Global coal prices continue to climb, already 34 per cent up since June last year. — File Photo

KARACHI: Not as much now because of previous inventory build up, the country's cement sector is likely to feel the heat of the soaring international prices of coal (the black gold), going forward.

Global coal prices continue to climb, already 34 per cent up since June last year. The two major reasons listed by market watchers were: Temporary supply shocks from Australia and a higher demand in China.

”Floods in Australia have somewhat caused a chaos in the world coal market”, says Farhan Bashir Khan, analyst at InvestCap.

As the biggest exporter of coal in the world market--accounting for 26 per cent share in all of global exports, Australia's supply of coal is crucial to maintain sanity in the supply and pricing.

China is pre-dominantly dependent on the coal, for it stands out as the biggest consumer of the commodity, accounting for 46 per cent of aggregate world consumption.

”Going forward, China's demand for coal is expected to gather further momentum, which already is growing at 5 year CAGR of 10 per cent”, says Farhan, adding that the lower hydel generation and increasing proportion of coal in China's energy mix was perceived to be the major reason behind the optimistic demand trend.

Meanwhile, the floods in Australia had caused a coal supply flux, which eventually reflected in higher coal prices. But for all that analyst points out that coal was still trading at historical discount levels to crude oil prices.

The price gap had, however, narrowed due to additional demand of the black heating commodity. The rally in coal prices was at least in part attributed to crude oil movements.

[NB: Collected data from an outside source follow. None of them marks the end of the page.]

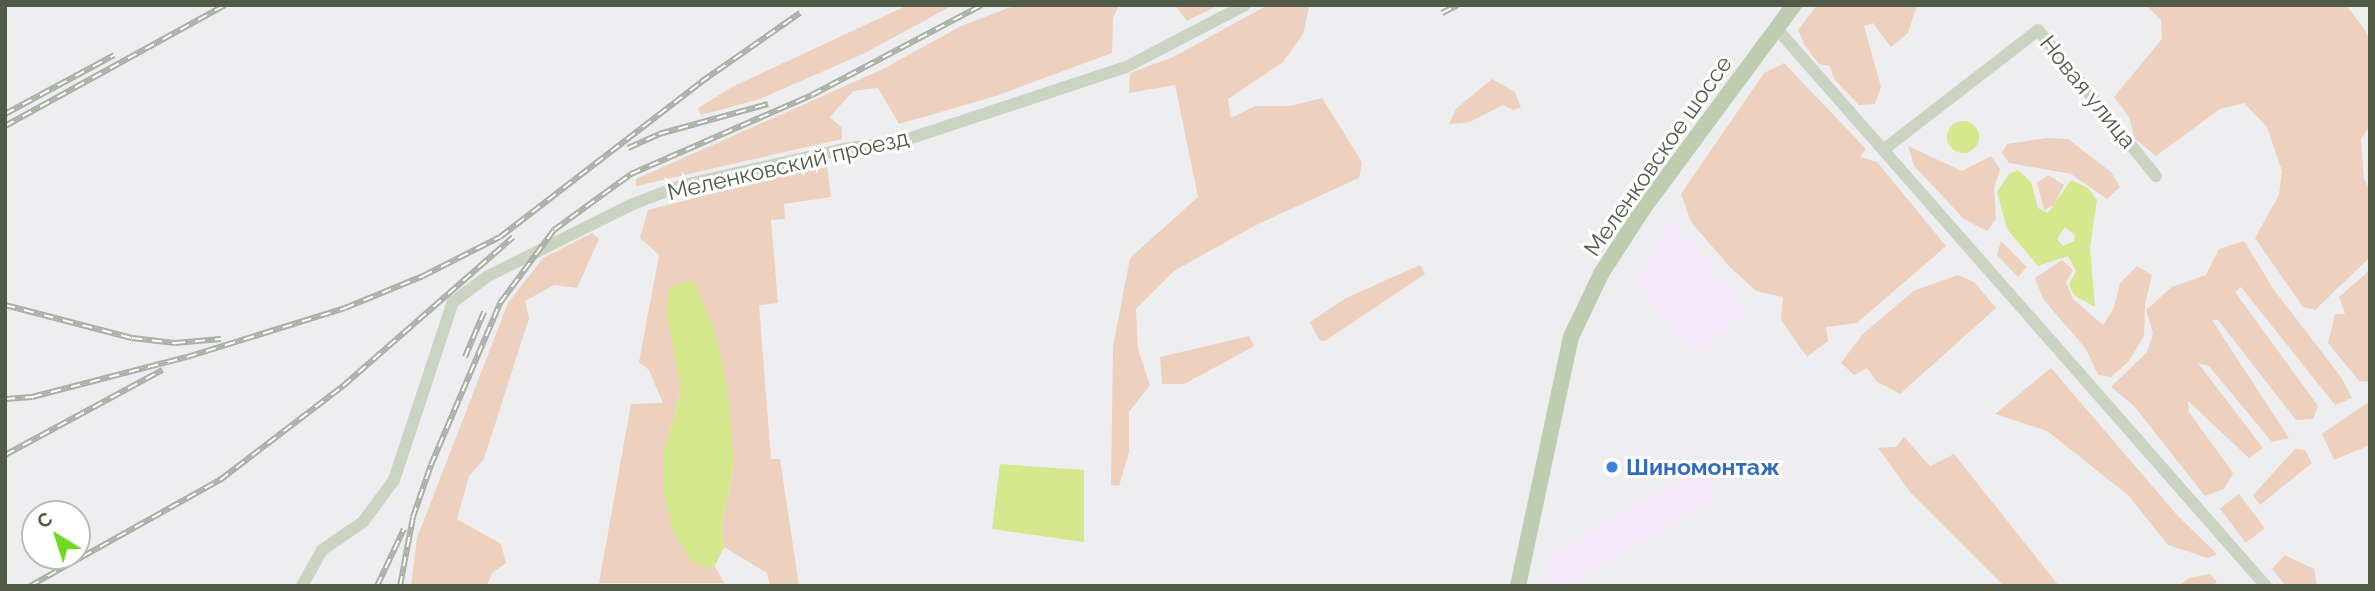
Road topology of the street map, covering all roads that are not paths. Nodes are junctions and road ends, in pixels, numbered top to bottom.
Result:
1 (1245, 5) edge
2 (1794, 5) edge
3 (1777, 29) junction
4 (1883, 150) junction
5 (2156, 176) dead end
6 (302, 586) edge
7 (1518, 586) edge
8 (2266, 586) edge

1 - 6 street, Меленковский проезд
2 - 3 main road, Меленковское шоссе
3 - 4 street
3 - 7 main road, Меленковское шоссе
4 - 5 street, Новая улица
4 - 8 street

Analyst maintains that the carryover inventories of coal would delay the hit on cement industry for the present because most of the concrete producers had switched from costlier furnace oil to coal in the past, when crude price was making new highs.

The country boasts large deposits of coal, but due to its inferior heating value and higher sulphur content, cement players mainly rely on imported supplies.

The cement sector has been plagued by reduced dispatches (both local and export), leading to low capacity utilisation--66 per cent during first six months of financial year 2011. “However, this also enabled concrete producers to accumulate coal inventories, which were carried over at relatively low price of $115 per ton, which would keep the profitability of the sector intact partly during ongoing winter season”, says analyst at InvestCap.

As cement demand climbs post winter, fresh imported coal would likely to cost a good deal more and exert pressure on profitability of domestic cement producers. In such a scenario, the price, which a bag of cement could fetch in the local and export markets, would determine the fate of manufacturer's profitability.

Historically, higher dispatches in spring season have led to bloom in cement prices. This time around, gas shortages and higher coal price, nonetheless, will continue to turn up the heat on cement sector.